Me gustan mucho los diccionarios; los tengo en abundancia, sobre todo de las materias que más me interesan. En las baldas de mis estanterías hay bastantes de música —de los que más—, unos cuantos de la lengua española, unos pocos de distintas lenguas extranjeras, algunos de las hablas murcianas...; también los tengo de arte, de historia, de política, de geografía, de mitología, de filosofía, de términos filológicos... y otros cuantos menos usuales, digamos... peculiares.
A lo largo de mi vida he comprado tres veces, en papel, el Diccionario de la Lengua Española, de la Real Academia (de las academias de la lengua española, habría que decir ahora); evidentemente se trata de ediciones distintas (de 1970, 1992 y 2001). Ahora ya no lo compro, pues prefiero consultarlo en línea, que para mí es más cómodo y, además, siempre está actualizado: ventajas de Internet.
Hace ya casi cincuenta años y todavía recuerdo (creo que nunca la olvidaré, aunque no retengo las circunstancias con detalle) mi primera compra del prestigioso diccionario académico (decimonovena edición, 1970; lo estoy mirando ahora mismo pues lo tengo a la vista en la estantería en que lo conservo); y pienso que no se me olvidará nunca aquella compra porque en mi memoria aparece asociada a una bronca con mi padre, precisamente por haberlo comprado, por haber hecho tan ¿¡descomunal!? gasto, por haber realizado tan mala «inversión», como él consideraba entonces —y siguió haciéndolo después, mientras vivió— mis compras de libros, que solo a veces reconozco excesivas.
Tras darle muchas vueltas al asunto, y merodear unas cuantas veces por sus grandes mesas repletas de libros de todo tipo (había que pensárselo muy bien para decidirse), lo compré en Aula, una librería cercana a la Universidad (lo que ahora es el Campus de La Merced y entonces el único que había en la Universidad de Murcia). El precio que pagué —no estoy muy seguro, pero hay cosas que se quedan marcadas en el cerebro— fue de mil cien pesetas, un precio alto para la época, desde luego, pero, a pesar de ello, siempre me he sentido —entonces y después hasta ahora— muy orgulloso con la posesión de tan magnífico tocho encuadernado en piel que mi memoria me dice que es de vaca (debí de leerlo en algún sitio entonces o con posterioridad; ahora no sé apreciarlo y tampoco es que me interese mucho, la verdad).
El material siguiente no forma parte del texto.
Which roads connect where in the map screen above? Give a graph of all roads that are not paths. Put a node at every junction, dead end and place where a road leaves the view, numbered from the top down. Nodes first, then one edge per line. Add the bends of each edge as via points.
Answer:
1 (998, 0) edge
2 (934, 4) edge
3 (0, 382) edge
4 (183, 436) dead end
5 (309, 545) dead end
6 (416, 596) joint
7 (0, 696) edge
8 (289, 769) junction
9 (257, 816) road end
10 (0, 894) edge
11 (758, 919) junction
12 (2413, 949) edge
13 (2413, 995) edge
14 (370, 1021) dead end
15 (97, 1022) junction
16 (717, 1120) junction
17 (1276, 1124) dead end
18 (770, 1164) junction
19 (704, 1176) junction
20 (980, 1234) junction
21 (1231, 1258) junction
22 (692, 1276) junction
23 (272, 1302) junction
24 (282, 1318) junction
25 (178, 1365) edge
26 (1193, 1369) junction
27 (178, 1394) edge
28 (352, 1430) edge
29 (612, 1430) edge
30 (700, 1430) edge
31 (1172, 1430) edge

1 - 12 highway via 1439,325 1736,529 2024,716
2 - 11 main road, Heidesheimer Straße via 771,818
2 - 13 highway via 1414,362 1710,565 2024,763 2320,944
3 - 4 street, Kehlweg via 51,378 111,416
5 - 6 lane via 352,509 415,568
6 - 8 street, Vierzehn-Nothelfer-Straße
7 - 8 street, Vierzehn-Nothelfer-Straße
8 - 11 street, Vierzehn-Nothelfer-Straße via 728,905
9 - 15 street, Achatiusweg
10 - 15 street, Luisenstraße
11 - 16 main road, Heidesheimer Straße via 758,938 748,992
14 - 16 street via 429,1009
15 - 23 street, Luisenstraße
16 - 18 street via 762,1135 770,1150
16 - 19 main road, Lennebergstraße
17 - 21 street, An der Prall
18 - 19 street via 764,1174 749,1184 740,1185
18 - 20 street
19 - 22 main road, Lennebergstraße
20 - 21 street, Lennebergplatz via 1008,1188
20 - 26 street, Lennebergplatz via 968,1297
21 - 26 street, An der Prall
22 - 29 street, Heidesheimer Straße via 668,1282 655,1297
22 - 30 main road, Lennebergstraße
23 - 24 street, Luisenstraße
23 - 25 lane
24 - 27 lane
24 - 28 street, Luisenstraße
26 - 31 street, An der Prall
No hay vez que lo mire y no me acuerde del atranque que tuve con mi padre, pues, ya digo, en mi mente van asociados los dos acontecimientos. Después me he preguntado muchas veces si de verdad hubo motivo para aquel choque. ¡Sí, vale, de acuerdo!, mil pesetas entonces era bastante dinero, pero ¿y el verdadero valor de la obra adquirida?: la compra lo merecía, para mí era —y el tiempo me lo ha confirmado— de obligada posesión.